[Start of section]

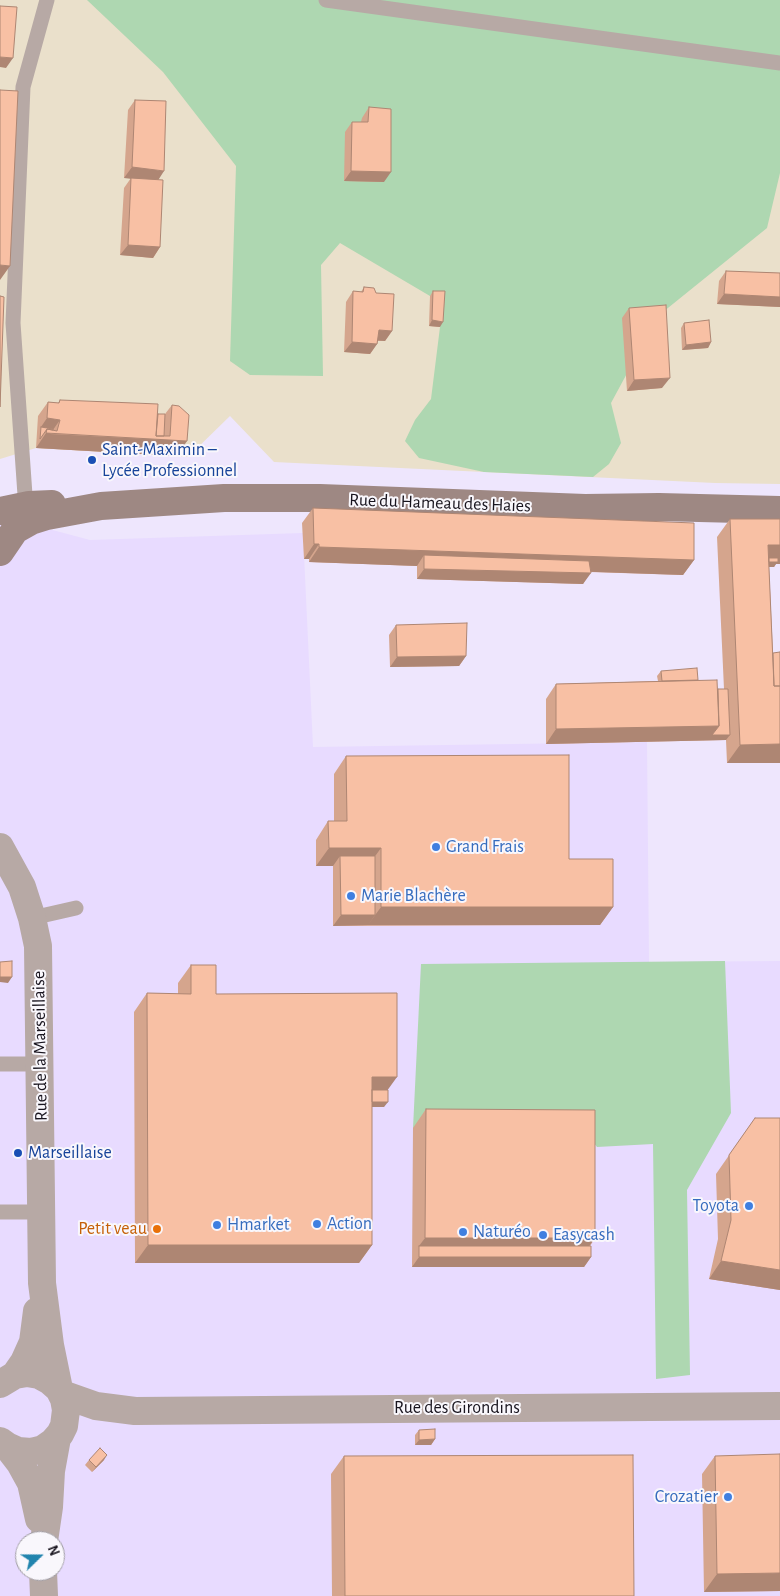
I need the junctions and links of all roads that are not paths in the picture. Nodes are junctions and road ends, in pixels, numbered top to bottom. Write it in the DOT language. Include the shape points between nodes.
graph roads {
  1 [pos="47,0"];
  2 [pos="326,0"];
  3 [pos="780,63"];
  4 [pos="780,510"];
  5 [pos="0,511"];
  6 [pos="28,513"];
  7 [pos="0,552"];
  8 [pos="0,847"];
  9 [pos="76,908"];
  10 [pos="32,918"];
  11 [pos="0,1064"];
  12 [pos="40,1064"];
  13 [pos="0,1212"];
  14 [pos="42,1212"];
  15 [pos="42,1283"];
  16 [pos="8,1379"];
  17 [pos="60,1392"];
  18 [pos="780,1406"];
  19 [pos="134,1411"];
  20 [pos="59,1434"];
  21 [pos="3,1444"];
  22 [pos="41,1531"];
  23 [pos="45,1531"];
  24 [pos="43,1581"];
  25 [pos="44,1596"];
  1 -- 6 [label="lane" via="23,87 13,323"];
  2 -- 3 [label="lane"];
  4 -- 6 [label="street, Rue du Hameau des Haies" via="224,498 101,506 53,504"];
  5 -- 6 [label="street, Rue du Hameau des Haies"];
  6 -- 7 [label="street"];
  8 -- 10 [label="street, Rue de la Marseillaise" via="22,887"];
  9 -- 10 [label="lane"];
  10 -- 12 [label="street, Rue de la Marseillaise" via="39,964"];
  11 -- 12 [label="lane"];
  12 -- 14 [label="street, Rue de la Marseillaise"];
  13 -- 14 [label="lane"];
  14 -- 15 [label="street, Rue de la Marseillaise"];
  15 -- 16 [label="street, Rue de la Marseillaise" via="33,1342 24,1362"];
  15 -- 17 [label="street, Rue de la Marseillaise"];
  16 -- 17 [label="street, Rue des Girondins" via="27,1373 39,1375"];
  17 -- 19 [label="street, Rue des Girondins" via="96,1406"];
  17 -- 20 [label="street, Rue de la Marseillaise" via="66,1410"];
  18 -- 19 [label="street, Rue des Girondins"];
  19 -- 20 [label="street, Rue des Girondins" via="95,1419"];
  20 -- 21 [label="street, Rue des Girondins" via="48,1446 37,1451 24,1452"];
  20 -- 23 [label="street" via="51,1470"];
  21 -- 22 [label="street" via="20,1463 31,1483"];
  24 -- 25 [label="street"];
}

[End of section]

- **THE PROBLEM**
Filter the entries above down to the lines containing the word "Marseillaise".

- **WRITTEN RESPONSE**
  8 -- 10 [label="street, Rue de la Marseillaise" via="22,887"];
  10 -- 12 [label="street, Rue de la Marseillaise" via="39,964"];
  12 -- 14 [label="street, Rue de la Marseillaise"];
  14 -- 15 [label="street, Rue de la Marseillaise"];
  15 -- 16 [label="street, Rue de la Marseillaise" via="33,1342 24,1362"];
  15 -- 17 [label="street, Rue de la Marseillaise"];
  17 -- 20 [label="street, Rue de la Marseillaise" via="66,1410"];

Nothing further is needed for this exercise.